Summary of Wyeth v. Levine
Citation: 555 U.S. 555
Relevant Facts: Diane Levine intravenously injected Phenergan into her arm. The drug was manufactured by Wyeth, and used to prevent allergies and motion sickness. Complications from the injection of the drug resulted in Levine having to get her arm amputated. Ms. Levine sued Wyeth, claiming that the company had failed to provide a warning label indicating that arterial injuries could occur from improper injection of the drug. Wyeth claimed protection from suit on the grounds that the FDA found that their warnings were federally sufficient, even though they may have been deficient by state of Vermont standards. The Superior Court of Vermont sided with Ms. Levine and denied Wyeth’s petition for a new trial. The Supreme Court of Vermont affirmed the ruling on Wyeth’s appeal and held that FDA standards represent a bare minimum, not a maximum threshold. States could in effect make more stringent regulations against companies.
Issues: The legal question presented was whether federal law preempts state law with respect to personal injury lawsuits against drug manufacturers that fail to provide more labeling for state standards than is expected for the federal level.
Holding: The Supreme Court held that no, federal law does not preempt state law in such cases.
Reasoning: The Supreme Court reasoned that although the FDA indicated that its labeling for Phenergan was sufficient for federal purposes, Wyeth ultimately always was responsible for the content of its labels. The Court also reasoned that Congress’ entrusting of the FDA to make federal decisions about food and drug safety standards did not have anything to do with additional standards imposed by states.

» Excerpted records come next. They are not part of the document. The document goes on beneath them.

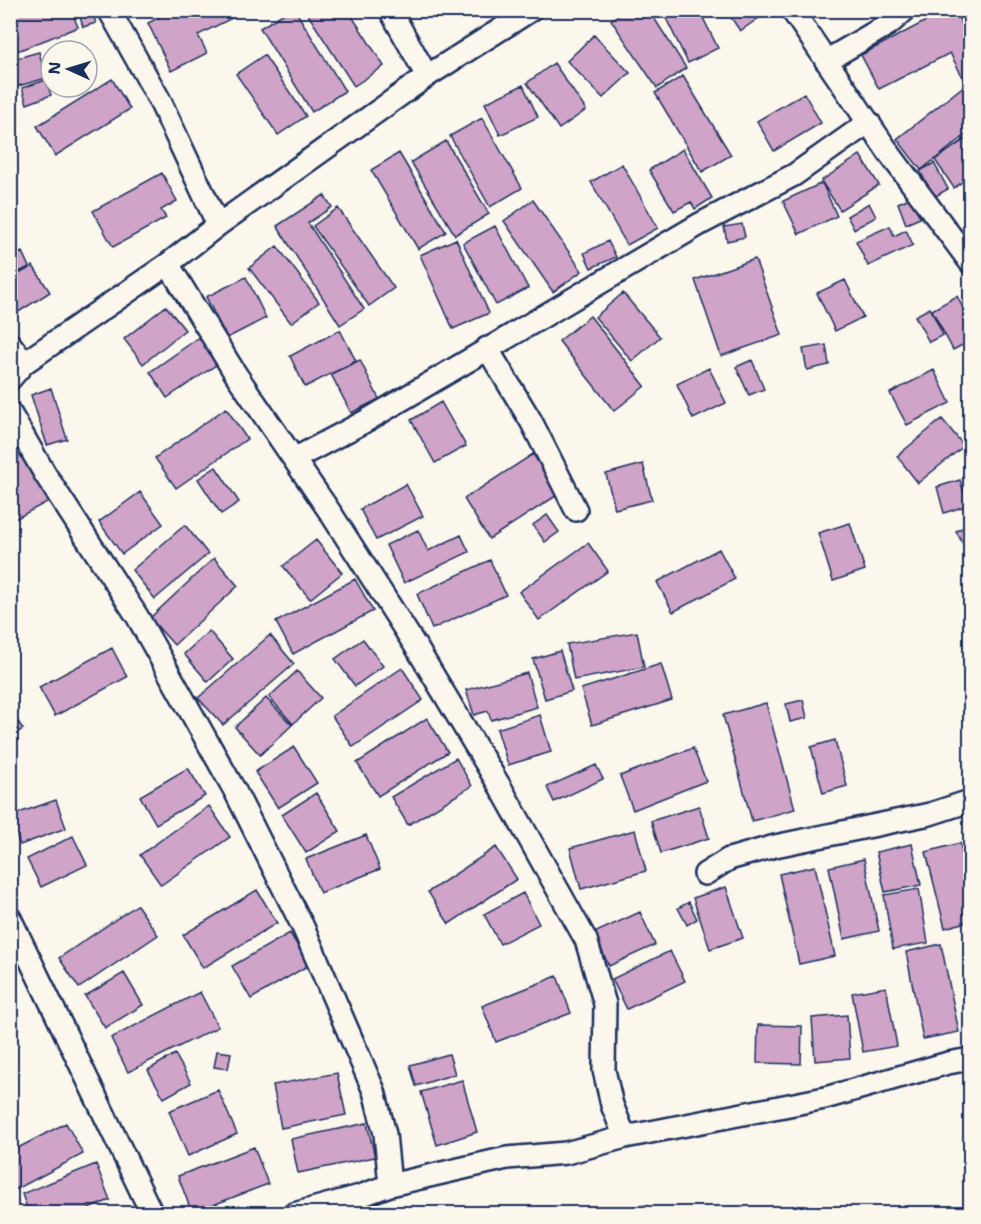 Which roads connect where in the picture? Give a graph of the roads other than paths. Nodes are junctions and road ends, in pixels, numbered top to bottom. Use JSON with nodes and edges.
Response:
{"nodes":[{"id":1,"x":109,"y":10,"type":"edge"},
{"id":2,"x":390,"y":10,"type":"edge"},
{"id":3,"x":531,"y":10,"type":"edge"},
{"id":4,"x":792,"y":10,"type":"edge"},
{"id":5,"x":905,"y":10,"type":"edge"},
{"id":6,"x":826,"y":61,"type":"junction"},
{"id":7,"x":427,"y":75,"type":"junction"},
{"id":8,"x":869,"y":122,"type":"junction"},
{"id":9,"x":218,"y":225,"type":"junction"},
{"id":10,"x":970,"y":262,"type":"edge"},
{"id":11,"x":168,"y":264,"type":"junction"},
{"id":12,"x":10,"y":344,"type":"edge"},
{"id":13,"x":487,"y":348,"type":"junction"},
{"id":14,"x":17,"y":371,"type":"edge"},
{"id":15,"x":10,"y":413,"type":"edge"},
{"id":16,"x":294,"y":459,"type":"junction"},
{"id":17,"x":576,"y":510,"type":"dead end"},
{"id":18,"x":970,"y":801,"type":"edge"},
{"id":19,"x":705,"y":874,"type":"dead end"},
{"id":20,"x":10,"y":918,"type":"edge"},
{"id":21,"x":970,"y":1059,"type":"edge"},
{"id":22,"x":625,"y":1137,"type":"junction"},
{"id":23,"x":390,"y":1185,"type":"junction"},
{"id":24,"x":152,"y":1214,"type":"edge"},
{"id":25,"x":294,"y":1214,"type":"edge"}],
"edges":[{"from":1,"to":9,"type":"street"},
{"from":2,"to":7,"type":"street"},
{"from":3,"to":7,"type":"street"},
{"from":4,"to":6,"type":"street"},
{"from":5,"to":6,"type":"street"},
{"from":6,"to":8,"type":"street"},
{"from":7,"to":9,"type":"street"},
{"from":8,"to":10,"type":"street"},
{"from":8,"to":13,"type":"street"},
{"from":9,"to":11,"type":"street"},
{"from":11,"to":14,"type":"street"},
{"from":11,"to":16,"type":"street"},
{"from":12,"to":14,"type":"street"},
{"from":13,"to":16,"type":"street"},
{"from":13,"to":17,"type":"street"},
{"from":15,"to":23,"type":"street"},
{"from":16,"to":22,"type":"street"},
{"from":18,"to":19,"type":"street"},
{"from":20,"to":24,"type":"street"},
{"from":21,"to":22,"type":"street"},
{"from":22,"to":23,"type":"street"},
{"from":23,"to":25,"type":"street"}]}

Dissent: Justices Alito, Roberts and Scalia dissented, arguing that because of the nature of personal injury cases in which juries are the fact finders and provide verdicts, the fact that Wyeth was subject to regulation by jurors – lay people – was absurd. Additionally, although states could have their own regulations of drug manufacturer’s products, it was problematic for such regulation to be determined by juries rather than administrative or otherwise bureaucratic agencies such as the FDA.